Try it — Return a copy of each line in the listing that includes the word "Bégonias".
*** Data excerpts ***
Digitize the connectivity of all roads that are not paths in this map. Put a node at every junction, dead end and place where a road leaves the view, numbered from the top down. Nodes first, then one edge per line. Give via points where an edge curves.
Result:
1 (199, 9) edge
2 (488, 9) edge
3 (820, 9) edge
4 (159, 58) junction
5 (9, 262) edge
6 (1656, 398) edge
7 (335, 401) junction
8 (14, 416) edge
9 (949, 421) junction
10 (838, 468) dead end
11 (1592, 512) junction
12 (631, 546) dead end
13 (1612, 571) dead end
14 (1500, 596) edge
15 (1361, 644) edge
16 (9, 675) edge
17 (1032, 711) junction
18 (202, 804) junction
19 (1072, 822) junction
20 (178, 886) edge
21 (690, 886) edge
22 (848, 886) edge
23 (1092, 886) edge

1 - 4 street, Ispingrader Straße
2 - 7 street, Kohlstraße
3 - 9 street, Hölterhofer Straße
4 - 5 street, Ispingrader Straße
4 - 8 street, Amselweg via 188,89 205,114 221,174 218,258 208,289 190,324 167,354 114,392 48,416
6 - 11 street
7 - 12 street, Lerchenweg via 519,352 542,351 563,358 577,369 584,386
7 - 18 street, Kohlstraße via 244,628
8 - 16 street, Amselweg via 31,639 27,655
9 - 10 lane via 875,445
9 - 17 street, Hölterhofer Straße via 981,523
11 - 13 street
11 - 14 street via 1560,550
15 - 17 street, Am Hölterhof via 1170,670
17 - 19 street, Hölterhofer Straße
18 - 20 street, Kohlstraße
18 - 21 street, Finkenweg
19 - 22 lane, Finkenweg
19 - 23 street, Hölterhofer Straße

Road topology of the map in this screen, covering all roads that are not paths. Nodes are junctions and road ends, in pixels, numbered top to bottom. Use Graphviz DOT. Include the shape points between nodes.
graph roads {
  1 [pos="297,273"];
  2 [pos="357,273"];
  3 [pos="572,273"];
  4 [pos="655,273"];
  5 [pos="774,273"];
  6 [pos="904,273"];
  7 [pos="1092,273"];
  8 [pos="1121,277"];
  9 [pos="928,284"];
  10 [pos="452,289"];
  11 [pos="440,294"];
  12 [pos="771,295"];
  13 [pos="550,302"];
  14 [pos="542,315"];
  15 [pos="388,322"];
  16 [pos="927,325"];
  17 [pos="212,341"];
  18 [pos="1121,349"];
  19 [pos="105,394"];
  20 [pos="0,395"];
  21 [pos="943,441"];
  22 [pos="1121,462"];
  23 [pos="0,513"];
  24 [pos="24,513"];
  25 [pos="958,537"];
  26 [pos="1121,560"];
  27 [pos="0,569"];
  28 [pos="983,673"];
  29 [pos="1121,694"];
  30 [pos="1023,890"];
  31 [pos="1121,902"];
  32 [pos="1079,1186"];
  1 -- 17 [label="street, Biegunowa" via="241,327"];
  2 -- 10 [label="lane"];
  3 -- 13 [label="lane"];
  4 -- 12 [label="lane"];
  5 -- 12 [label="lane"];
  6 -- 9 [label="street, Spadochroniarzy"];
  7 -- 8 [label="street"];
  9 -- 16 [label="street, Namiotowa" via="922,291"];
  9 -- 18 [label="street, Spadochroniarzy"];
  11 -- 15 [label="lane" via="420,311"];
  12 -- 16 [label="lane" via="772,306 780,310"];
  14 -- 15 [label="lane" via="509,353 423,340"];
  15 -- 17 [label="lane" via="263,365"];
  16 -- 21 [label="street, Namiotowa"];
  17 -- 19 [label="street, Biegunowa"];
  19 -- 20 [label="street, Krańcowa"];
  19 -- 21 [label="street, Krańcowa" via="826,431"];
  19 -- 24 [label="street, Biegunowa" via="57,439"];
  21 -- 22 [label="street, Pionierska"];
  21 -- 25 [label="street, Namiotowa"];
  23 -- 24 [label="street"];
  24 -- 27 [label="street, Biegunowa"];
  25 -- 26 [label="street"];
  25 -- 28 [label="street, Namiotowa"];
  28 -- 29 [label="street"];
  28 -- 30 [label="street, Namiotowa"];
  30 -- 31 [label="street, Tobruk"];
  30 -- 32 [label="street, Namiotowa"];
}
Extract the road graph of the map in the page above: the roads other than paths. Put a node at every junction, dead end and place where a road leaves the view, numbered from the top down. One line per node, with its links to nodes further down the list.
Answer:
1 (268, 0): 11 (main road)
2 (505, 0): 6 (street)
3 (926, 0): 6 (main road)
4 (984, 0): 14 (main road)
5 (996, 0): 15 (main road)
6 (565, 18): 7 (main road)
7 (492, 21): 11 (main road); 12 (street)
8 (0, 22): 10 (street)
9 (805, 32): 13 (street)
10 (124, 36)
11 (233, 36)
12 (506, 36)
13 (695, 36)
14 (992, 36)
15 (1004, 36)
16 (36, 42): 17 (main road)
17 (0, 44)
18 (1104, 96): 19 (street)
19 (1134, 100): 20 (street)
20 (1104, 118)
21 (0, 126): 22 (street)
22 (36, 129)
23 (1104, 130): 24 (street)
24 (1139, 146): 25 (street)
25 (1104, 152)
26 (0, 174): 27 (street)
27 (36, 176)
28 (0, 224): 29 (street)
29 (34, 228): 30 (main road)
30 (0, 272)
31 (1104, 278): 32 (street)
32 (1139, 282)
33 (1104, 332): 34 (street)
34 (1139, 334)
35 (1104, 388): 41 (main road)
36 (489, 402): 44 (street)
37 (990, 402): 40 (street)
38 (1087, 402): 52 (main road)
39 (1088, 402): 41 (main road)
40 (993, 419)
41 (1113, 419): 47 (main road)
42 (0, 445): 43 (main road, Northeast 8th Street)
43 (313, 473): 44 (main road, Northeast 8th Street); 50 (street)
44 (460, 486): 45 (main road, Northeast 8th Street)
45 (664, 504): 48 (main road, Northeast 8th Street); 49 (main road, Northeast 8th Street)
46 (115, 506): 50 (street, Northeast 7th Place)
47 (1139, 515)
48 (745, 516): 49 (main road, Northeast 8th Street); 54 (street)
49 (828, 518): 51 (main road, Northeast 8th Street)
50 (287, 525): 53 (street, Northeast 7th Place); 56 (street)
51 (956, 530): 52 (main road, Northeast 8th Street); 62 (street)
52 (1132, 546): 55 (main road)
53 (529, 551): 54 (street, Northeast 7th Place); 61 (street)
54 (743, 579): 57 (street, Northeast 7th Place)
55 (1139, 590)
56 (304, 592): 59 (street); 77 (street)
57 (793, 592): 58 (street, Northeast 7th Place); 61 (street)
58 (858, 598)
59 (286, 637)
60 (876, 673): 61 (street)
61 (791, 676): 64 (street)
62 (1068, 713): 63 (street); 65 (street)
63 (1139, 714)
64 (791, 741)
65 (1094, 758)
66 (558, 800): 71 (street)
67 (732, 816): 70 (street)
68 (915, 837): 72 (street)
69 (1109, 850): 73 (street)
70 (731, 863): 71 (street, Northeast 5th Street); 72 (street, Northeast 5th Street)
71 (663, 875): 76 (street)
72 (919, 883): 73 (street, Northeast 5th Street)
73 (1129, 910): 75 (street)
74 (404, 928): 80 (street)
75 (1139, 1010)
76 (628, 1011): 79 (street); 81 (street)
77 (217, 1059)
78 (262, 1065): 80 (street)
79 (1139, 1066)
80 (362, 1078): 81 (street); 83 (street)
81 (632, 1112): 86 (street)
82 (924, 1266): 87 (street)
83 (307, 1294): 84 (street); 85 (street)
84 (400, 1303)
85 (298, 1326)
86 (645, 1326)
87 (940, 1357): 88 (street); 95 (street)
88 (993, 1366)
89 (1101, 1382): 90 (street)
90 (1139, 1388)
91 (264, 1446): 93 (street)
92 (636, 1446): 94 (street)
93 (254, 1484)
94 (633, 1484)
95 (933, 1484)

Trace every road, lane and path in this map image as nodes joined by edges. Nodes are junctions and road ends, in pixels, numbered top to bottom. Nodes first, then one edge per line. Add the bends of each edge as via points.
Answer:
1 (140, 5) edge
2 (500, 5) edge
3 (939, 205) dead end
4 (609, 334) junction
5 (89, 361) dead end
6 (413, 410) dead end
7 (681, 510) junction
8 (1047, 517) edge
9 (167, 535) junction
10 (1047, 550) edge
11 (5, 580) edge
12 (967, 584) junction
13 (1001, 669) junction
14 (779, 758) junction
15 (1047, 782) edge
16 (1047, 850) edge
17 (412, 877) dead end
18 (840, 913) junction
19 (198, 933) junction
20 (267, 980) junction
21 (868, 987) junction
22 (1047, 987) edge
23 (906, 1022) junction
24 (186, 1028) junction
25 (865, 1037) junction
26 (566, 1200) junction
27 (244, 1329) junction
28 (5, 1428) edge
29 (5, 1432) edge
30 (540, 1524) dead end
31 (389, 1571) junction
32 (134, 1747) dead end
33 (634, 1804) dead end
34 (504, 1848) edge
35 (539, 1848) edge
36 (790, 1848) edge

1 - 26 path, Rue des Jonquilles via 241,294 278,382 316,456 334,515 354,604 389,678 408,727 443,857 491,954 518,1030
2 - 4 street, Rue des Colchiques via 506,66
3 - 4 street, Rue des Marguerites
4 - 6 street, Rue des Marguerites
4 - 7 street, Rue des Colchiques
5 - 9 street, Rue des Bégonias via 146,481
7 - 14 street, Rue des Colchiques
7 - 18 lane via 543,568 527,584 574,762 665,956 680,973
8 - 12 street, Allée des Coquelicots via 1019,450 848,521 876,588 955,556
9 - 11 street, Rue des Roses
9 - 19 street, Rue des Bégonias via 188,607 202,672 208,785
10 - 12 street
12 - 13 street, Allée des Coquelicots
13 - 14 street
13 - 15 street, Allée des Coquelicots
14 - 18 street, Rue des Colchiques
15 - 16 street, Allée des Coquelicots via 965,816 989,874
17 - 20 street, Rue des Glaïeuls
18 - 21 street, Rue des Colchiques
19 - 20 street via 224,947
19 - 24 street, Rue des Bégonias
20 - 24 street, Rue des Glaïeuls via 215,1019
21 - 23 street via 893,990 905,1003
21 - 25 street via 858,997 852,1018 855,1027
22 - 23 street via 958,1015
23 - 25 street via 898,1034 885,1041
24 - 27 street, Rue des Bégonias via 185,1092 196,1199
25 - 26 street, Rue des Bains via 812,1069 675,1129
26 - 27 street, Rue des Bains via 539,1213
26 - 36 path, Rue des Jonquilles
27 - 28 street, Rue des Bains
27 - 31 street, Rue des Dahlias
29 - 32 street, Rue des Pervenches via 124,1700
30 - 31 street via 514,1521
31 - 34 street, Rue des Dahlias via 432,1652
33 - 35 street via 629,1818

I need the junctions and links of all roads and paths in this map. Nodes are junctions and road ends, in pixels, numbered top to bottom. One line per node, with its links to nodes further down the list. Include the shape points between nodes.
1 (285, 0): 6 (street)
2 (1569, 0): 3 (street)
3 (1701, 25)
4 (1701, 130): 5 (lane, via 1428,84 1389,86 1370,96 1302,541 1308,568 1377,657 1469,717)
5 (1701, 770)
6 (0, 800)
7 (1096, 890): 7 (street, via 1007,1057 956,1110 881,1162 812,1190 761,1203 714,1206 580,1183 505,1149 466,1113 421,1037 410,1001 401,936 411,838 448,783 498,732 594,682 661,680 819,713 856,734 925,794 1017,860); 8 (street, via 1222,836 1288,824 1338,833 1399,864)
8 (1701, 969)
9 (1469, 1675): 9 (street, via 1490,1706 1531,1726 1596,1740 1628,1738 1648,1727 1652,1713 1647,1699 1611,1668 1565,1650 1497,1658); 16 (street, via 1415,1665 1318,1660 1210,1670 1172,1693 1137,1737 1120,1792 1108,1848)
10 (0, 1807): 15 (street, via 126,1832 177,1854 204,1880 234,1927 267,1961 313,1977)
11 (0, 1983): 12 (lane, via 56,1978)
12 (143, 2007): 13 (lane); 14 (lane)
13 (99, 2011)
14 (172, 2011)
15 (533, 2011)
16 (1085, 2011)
*** End of Data excerpts ***
Result of the task —
5 - 9 street, Rue des Bégonias via 146,481
9 - 19 street, Rue des Bégonias via 188,607 202,672 208,785
19 - 24 street, Rue des Bégonias
24 - 27 street, Rue des Bégonias via 185,1092 196,1199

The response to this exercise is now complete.